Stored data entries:
+ + + + +
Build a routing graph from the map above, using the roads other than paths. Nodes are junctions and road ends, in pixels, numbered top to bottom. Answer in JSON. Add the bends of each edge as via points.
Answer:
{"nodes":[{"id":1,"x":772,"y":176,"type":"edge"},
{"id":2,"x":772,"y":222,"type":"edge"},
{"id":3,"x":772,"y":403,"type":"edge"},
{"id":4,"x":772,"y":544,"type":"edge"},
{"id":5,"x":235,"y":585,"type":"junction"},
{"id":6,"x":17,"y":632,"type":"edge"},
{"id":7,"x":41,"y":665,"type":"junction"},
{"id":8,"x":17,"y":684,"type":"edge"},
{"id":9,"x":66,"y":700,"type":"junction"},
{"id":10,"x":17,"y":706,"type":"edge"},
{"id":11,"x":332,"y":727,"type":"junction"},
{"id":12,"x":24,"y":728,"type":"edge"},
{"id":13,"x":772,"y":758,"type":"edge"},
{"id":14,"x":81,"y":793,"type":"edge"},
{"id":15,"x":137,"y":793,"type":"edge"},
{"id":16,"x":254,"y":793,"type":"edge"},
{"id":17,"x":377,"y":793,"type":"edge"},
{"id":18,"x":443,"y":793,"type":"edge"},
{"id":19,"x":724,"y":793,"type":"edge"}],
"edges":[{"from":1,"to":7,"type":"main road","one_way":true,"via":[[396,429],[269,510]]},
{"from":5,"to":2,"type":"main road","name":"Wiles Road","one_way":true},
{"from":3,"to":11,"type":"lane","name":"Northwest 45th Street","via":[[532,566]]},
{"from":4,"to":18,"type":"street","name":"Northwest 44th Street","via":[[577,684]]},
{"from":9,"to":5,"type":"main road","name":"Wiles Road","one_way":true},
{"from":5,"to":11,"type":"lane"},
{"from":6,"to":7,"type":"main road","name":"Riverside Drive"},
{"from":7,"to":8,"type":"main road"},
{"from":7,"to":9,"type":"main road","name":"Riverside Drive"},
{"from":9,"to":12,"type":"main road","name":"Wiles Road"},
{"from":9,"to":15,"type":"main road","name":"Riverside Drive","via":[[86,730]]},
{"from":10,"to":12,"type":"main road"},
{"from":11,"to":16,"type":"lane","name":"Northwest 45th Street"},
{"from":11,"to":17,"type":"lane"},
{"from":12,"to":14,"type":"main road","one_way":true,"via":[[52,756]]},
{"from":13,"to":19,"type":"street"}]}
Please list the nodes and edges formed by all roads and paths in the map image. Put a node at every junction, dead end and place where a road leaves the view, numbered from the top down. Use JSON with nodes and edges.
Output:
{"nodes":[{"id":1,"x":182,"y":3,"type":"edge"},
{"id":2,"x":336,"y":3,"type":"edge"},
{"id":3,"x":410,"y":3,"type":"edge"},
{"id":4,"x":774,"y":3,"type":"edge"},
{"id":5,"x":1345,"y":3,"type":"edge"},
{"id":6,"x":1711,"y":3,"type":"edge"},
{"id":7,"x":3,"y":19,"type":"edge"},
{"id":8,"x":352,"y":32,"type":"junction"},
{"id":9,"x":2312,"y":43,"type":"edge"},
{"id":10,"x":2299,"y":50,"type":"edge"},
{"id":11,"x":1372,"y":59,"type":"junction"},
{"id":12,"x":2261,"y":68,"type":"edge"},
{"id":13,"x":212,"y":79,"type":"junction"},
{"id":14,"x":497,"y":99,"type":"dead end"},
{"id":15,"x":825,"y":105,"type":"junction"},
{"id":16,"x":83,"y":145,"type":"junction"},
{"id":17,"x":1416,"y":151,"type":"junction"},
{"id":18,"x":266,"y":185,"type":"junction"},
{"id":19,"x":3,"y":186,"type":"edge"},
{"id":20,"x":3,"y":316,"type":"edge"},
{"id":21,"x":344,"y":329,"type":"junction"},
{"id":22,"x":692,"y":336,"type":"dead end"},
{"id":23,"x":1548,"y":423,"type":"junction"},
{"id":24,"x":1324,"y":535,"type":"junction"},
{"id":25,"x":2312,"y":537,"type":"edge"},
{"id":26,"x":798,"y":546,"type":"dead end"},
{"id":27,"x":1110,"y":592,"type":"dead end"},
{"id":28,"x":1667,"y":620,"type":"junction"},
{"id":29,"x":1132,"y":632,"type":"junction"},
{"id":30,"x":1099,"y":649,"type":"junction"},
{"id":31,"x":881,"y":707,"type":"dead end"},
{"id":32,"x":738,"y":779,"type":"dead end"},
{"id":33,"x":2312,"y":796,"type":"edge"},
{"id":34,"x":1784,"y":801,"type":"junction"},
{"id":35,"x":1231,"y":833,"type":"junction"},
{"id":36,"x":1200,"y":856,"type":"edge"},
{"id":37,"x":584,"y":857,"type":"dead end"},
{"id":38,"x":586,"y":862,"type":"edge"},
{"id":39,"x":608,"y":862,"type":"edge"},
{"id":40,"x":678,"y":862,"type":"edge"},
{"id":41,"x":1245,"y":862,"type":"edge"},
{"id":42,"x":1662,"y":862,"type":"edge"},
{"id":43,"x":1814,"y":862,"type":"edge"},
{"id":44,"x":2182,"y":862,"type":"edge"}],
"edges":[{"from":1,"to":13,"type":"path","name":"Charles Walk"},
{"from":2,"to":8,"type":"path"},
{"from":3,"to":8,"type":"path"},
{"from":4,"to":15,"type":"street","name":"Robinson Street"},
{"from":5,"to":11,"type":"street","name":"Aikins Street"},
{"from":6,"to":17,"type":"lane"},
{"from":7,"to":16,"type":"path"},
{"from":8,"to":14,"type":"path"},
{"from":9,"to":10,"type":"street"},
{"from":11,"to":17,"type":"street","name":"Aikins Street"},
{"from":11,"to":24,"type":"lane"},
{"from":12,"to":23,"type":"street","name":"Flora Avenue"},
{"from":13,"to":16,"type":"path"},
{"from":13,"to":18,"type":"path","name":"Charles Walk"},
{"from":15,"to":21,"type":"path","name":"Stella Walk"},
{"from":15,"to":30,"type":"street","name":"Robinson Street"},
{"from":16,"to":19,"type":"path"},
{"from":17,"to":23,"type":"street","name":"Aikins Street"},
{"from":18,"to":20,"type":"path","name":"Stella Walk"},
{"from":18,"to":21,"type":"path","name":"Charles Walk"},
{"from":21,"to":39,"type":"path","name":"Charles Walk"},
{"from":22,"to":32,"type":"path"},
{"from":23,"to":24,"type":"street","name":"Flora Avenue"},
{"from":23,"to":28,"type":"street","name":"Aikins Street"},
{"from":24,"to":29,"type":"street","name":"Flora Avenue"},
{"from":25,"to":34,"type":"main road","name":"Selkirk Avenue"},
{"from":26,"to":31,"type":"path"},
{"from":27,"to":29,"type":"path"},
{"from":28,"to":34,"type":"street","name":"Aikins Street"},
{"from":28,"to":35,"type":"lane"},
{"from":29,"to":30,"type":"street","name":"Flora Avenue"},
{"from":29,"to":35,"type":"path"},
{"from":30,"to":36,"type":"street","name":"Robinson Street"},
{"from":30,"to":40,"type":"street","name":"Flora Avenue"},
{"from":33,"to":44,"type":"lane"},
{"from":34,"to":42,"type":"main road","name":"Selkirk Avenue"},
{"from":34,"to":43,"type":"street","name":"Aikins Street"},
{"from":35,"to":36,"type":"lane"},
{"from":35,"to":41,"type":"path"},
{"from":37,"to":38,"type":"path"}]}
+ + + + +
**Work order**
For the records above, restate every line word for word.

**Exercise response**
Build a routing graph from the map above, using the roads other than paths. Nodes are junctions and road ends, in pixels, numbered top to bottom. Answer in JSON. Add the bends of each edge as via points.
Answer:
{"nodes":[{"id":1,"x":772,"y":176,"type":"edge"},
{"id":2,"x":772,"y":222,"type":"edge"},
{"id":3,"x":772,"y":403,"type":"edge"},
{"id":4,"x":772,"y":544,"type":"edge"},
{"id":5,"x":235,"y":585,"type":"junction"},
{"id":6,"x":17,"y":632,"type":"edge"},
{"id":7,"x":41,"y":665,"type":"junction"},
{"id":8,"x":17,"y":684,"type":"edge"},
{"id":9,"x":66,"y":700,"type":"junction"},
{"id":10,"x":17,"y":706,"type":"edge"},
{"id":11,"x":332,"y":727,"type":"junction"},
{"id":12,"x":24,"y":728,"type":"edge"},
{"id":13,"x":772,"y":758,"type":"edge"},
{"id":14,"x":81,"y":793,"type":"edge"},
{"id":15,"x":137,"y":793,"type":"edge"},
{"id":16,"x":254,"y":793,"type":"edge"},
{"id":17,"x":377,"y":793,"type":"edge"},
{"id":18,"x":443,"y":793,"type":"edge"},
{"id":19,"x":724,"y":793,"type":"edge"}],
"edges":[{"from":1,"to":7,"type":"main road","one_way":true,"via":[[396,429],[269,510]]},
{"from":5,"to":2,"type":"main road","name":"Wiles Road","one_way":true},
{"from":3,"to":11,"type":"lane","name":"Northwest 45th Street","via":[[532,566]]},
{"from":4,"to":18,"type":"street","name":"Northwest 44th Street","via":[[577,684]]},
{"from":9,"to":5,"type":"main road","name":"Wiles Road","one_way":true},
{"from":5,"to":11,"type":"lane"},
{"from":6,"to":7,"type":"main road","name":"Riverside Drive"},
{"from":7,"to":8,"type":"main road"},
{"from":7,"to":9,"type":"main road","name":"Riverside Drive"},
{"from":9,"to":12,"type":"main road","name":"Wiles Road"},
{"from":9,"to":15,"type":"main road","name":"Riverside Drive","via":[[86,730]]},
{"from":10,"to":12,"type":"main road"},
{"from":11,"to":16,"type":"lane","name":"Northwest 45th Street"},
{"from":11,"to":17,"type":"lane"},
{"from":12,"to":14,"type":"main road","one_way":true,"via":[[52,756]]},
{"from":13,"to":19,"type":"street"}]}
Please list the nodes and edges formed by all roads and paths in the map image. Put a node at every junction, dead end and place where a road leaves the view, numbered from the top down. Use JSON with nodes and edges.
Output:
{"nodes":[{"id":1,"x":182,"y":3,"type":"edge"},
{"id":2,"x":336,"y":3,"type":"edge"},
{"id":3,"x":410,"y":3,"type":"edge"},
{"id":4,"x":774,"y":3,"type":"edge"},
{"id":5,"x":1345,"y":3,"type":"edge"},
{"id":6,"x":1711,"y":3,"type":"edge"},
{"id":7,"x":3,"y":19,"type":"edge"},
{"id":8,"x":352,"y":32,"type":"junction"},
{"id":9,"x":2312,"y":43,"type":"edge"},
{"id":10,"x":2299,"y":50,"type":"edge"},
{"id":11,"x":1372,"y":59,"type":"junction"},
{"id":12,"x":2261,"y":68,"type":"edge"},
{"id":13,"x":212,"y":79,"type":"junction"},
{"id":14,"x":497,"y":99,"type":"dead end"},
{"id":15,"x":825,"y":105,"type":"junction"},
{"id":16,"x":83,"y":145,"type":"junction"},
{"id":17,"x":1416,"y":151,"type":"junction"},
{"id":18,"x":266,"y":185,"type":"junction"},
{"id":19,"x":3,"y":186,"type":"edge"},
{"id":20,"x":3,"y":316,"type":"edge"},
{"id":21,"x":344,"y":329,"type":"junction"},
{"id":22,"x":692,"y":336,"type":"dead end"},
{"id":23,"x":1548,"y":423,"type":"junction"},
{"id":24,"x":1324,"y":535,"type":"junction"},
{"id":25,"x":2312,"y":537,"type":"edge"},
{"id":26,"x":798,"y":546,"type":"dead end"},
{"id":27,"x":1110,"y":592,"type":"dead end"},
{"id":28,"x":1667,"y":620,"type":"junction"},
{"id":29,"x":1132,"y":632,"type":"junction"},
{"id":30,"x":1099,"y":649,"type":"junction"},
{"id":31,"x":881,"y":707,"type":"dead end"},
{"id":32,"x":738,"y":779,"type":"dead end"},
{"id":33,"x":2312,"y":796,"type":"edge"},
{"id":34,"x":1784,"y":801,"type":"junction"},
{"id":35,"x":1231,"y":833,"type":"junction"},
{"id":36,"x":1200,"y":856,"type":"edge"},
{"id":37,"x":584,"y":857,"type":"dead end"},
{"id":38,"x":586,"y":862,"type":"edge"},
{"id":39,"x":608,"y":862,"type":"edge"},
{"id":40,"x":678,"y":862,"type":"edge"},
{"id":41,"x":1245,"y":862,"type":"edge"},
{"id":42,"x":1662,"y":862,"type":"edge"},
{"id":43,"x":1814,"y":862,"type":"edge"},
{"id":44,"x":2182,"y":862,"type":"edge"}],
"edges":[{"from":1,"to":13,"type":"path","name":"Charles Walk"},
{"from":2,"to":8,"type":"path"},
{"from":3,"to":8,"type":"path"},
{"from":4,"to":15,"type":"street","name":"Robinson Street"},
{"from":5,"to":11,"type":"street","name":"Aikins Street"},
{"from":6,"to":17,"type":"lane"},
{"from":7,"to":16,"type":"path"},
{"from":8,"to":14,"type":"path"},
{"from":9,"to":10,"type":"street"},
{"from":11,"to":17,"type":"street","name":"Aikins Street"},
{"from":11,"to":24,"type":"lane"},
{"from":12,"to":23,"type":"street","name":"Flora Avenue"},
{"from":13,"to":16,"type":"path"},
{"from":13,"to":18,"type":"path","name":"Charles Walk"},
{"from":15,"to":21,"type":"path","name":"Stella Walk"},
{"from":15,"to":30,"type":"street","name":"Robinson Street"},
{"from":16,"to":19,"type":"path"},
{"from":17,"to":23,"type":"street","name":"Aikins Street"},
{"from":18,"to":20,"type":"path","name":"Stella Walk"},
{"from":18,"to":21,"type":"path","name":"Charles Walk"},
{"from":21,"to":39,"type":"path","name":"Charles Walk"},
{"from":22,"to":32,"type":"path"},
{"from":23,"to":24,"type":"street","name":"Flora Avenue"},
{"from":23,"to":28,"type":"street","name":"Aikins Street"},
{"from":24,"to":29,"type":"street","name":"Flora Avenue"},
{"from":25,"to":34,"type":"main road","name":"Selkirk Avenue"},
{"from":26,"to":31,"type":"path"},
{"from":27,"to":29,"type":"path"},
{"from":28,"to":34,"type":"street","name":"Aikins Street"},
{"from":28,"to":35,"type":"lane"},
{"from":29,"to":30,"type":"street","name":"Flora Avenue"},
{"from":29,"to":35,"type":"path"},
{"from":30,"to":36,"type":"street","name":"Robinson Street"},
{"from":30,"to":40,"type":"street","name":"Flora Avenue"},
{"from":33,"to":44,"type":"lane"},
{"from":34,"to":42,"type":"main road","name":"Selkirk Avenue"},
{"from":34,"to":43,"type":"street","name":"Aikins Street"},
{"from":35,"to":36,"type":"lane"},
{"from":35,"to":41,"type":"path"},
{"from":37,"to":38,"type":"path"}]}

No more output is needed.